Time Limit: 2000/1000 MS (Java/Others) Memory Limit: 65536/32768 K (Java/Others) Total Submission(s): 151858 Accepted Submission(s): 36937

Problem Description

A number sequence is defined as follows: f(1) = 1, f(2) = 1, f(n) = (A * f(n - 1) + B * f(n - 2)) mod 7. Given A, B, and n, you are to calculate the value of f(n).

Input

The input consists of multiple test cases. Each test case contains 3 integers A, B and n on a single line (1 <= A, B <= 1000, 1 <= n <= 100,000,000).

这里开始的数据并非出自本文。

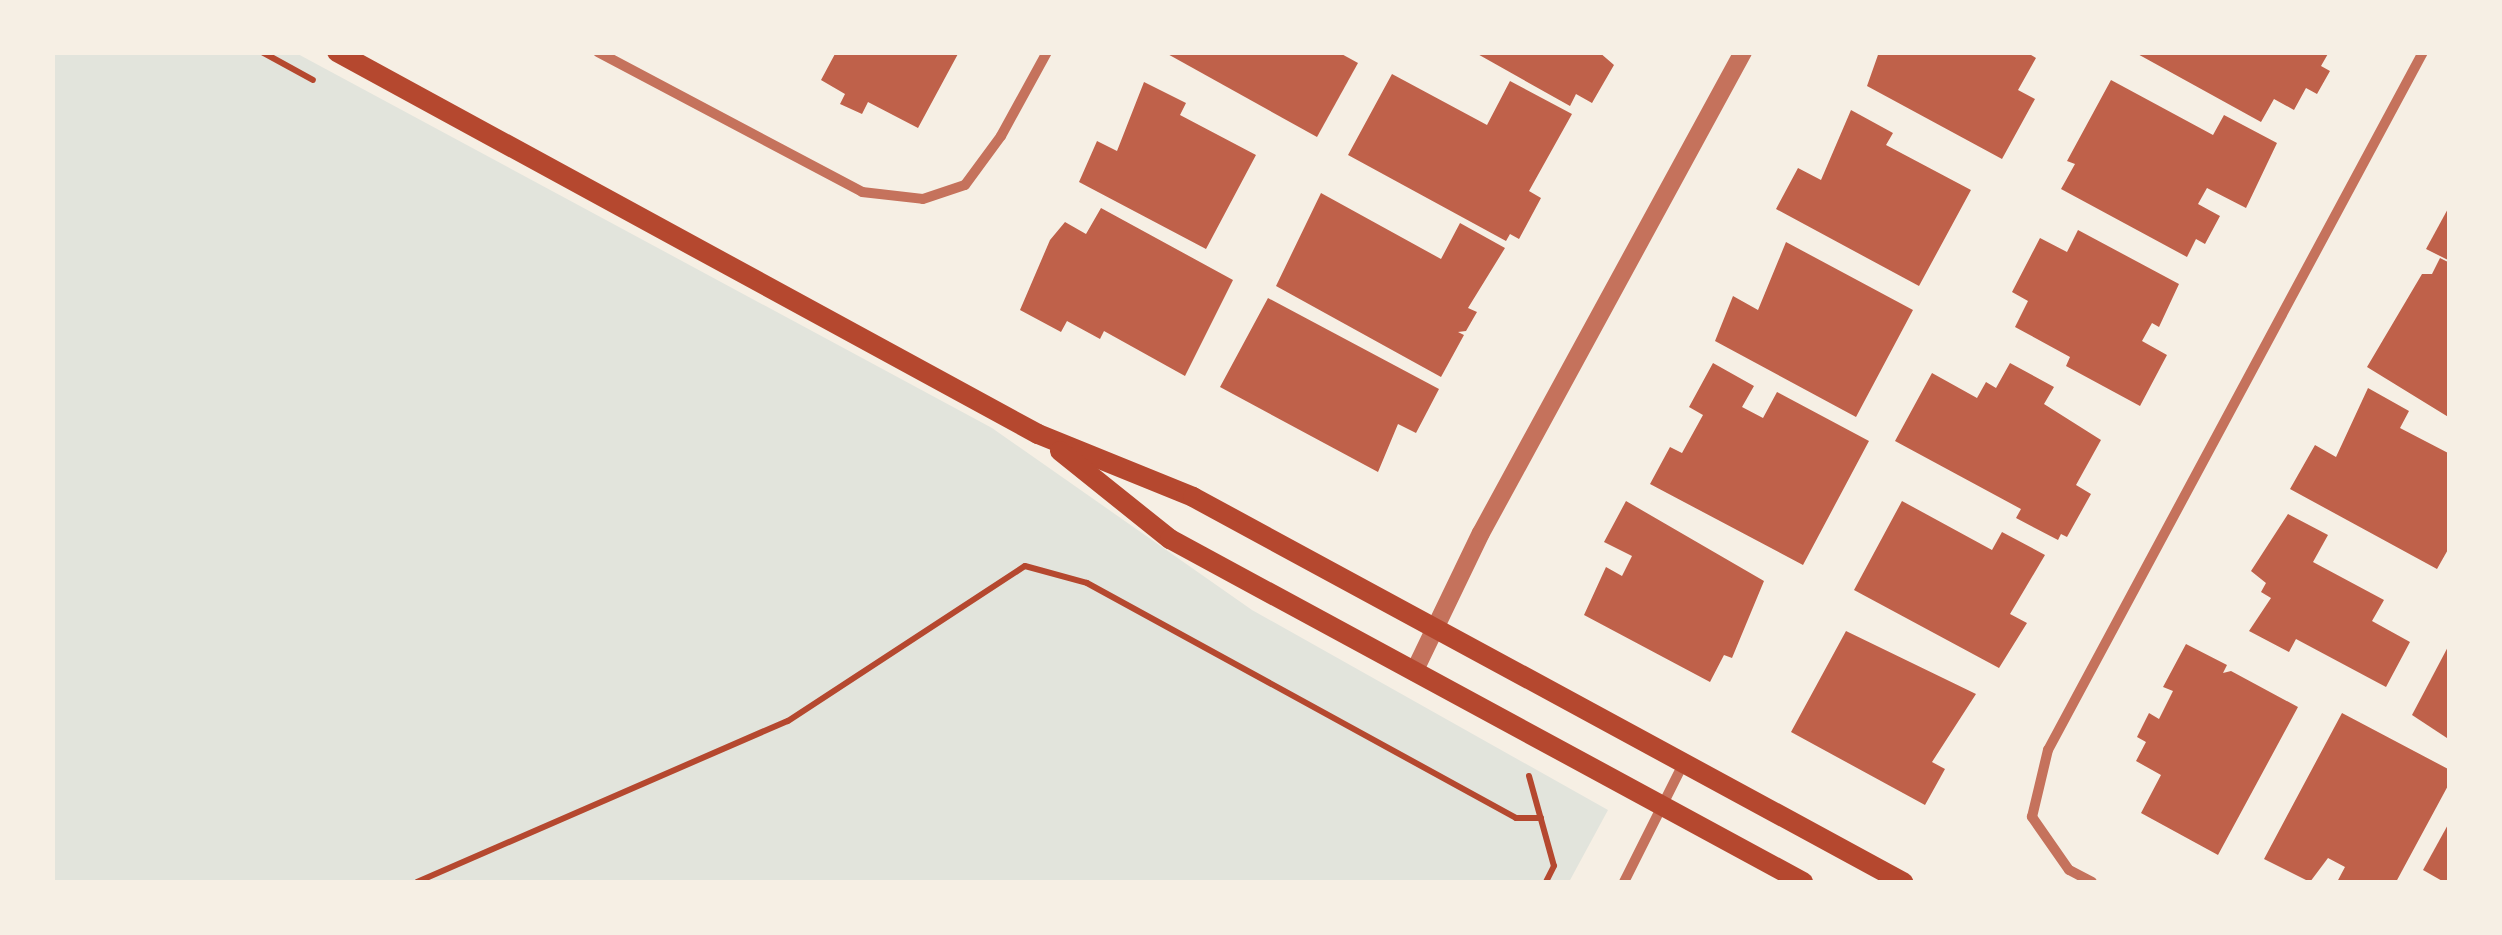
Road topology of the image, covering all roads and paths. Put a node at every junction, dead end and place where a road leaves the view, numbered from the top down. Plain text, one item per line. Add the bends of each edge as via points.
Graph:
1 (262, 52) edge
2 (337, 52) edge
3 (598, 52) edge
4 (1046, 52) edge
5 (1743, 52) edge
6 (2423, 52) edge
7 (332, 90) dead end
8 (1038, 434) junction
9 (1433, 629) junction
10 (1414, 672) junction
11 (1683, 764) junction
12 (1513, 766) dead end
13 (1660, 810) junction
14 (1541, 818) junction
15 (418, 882) edge
16 (1546, 882) edge
17 (1624, 882) edge
18 (1803, 882) edge
19 (1904, 882) edge
20 (2092, 882) edge

1 - 7 path
2 - 8 main road
3 - 4 street via 862,192 922,200 965,185
5 - 9 street
6 - 20 street via 2048,750 2032,817 2068,870
8 - 9 main road via 1193,497
8 - 10 main road via 1170,539
9 - 10 street
9 - 11 main road
10 - 13 main road
11 - 13 street
11 - 19 main road
12 - 14 path via 1529,774
13 - 17 street
13 - 18 main road
14 - 15 path via 1516,818 1087,582 1025,566 788,721
14 - 16 path via 1554,866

Three zeros signal the end of input and this test case is not to be processed.

Output

For each test case, print the value of f(n) on a single line.

Sample Input

   1 1 3
1 2 10
0 0 0

Sample Output

   2
5

Author

CHEN, Shunbao

Source

ZJCPC2004

往后找规律就行了，为了避免前两项为1后面都为0的情况的干扰，从第三第四项开始找周期。

代码如下：

#include <cstdio>
int main()
{
	int a,b,n;
	int f[10001];
	f[1] = 1;
	f[2] = 1;
	int s;		//记录周期 
	while (~scanf ("%d %d %d",&a,&b,&n) && (a || b || n))
	{
		if (n == 1 || n == 2)
		{
			printf ("1\n");
			continue;
		}
		a %= 7;
		b %= 7;
		f[3] = (a * f[2] + b * f[1]) % 7;		//先求两项（为了避免后面都为0的情况） 
		f[4] = (a * f[3] + b * f[2]) % 7;
		for (int i = 5 ; ; i++)
		{
			f[i] = (a * f[i-1] + b * f[i-2]) % 7;
			if (f[i] == f[4] && f[i-1] == f[3]) 		//两项相等就开始循环
			{
				s = i - 4;
				break;
			}
		}
//		int pos = (n - 2) % s;
//		pos = pos == 0 ? s : pos;		//余数为0取最后一项
		int pos = (n - 3) % s + 1;		//这样的写法比上面的巧，小细节，学习一下 
		printf ("%d\n",f[2+pos]);
	}
	return 0;
}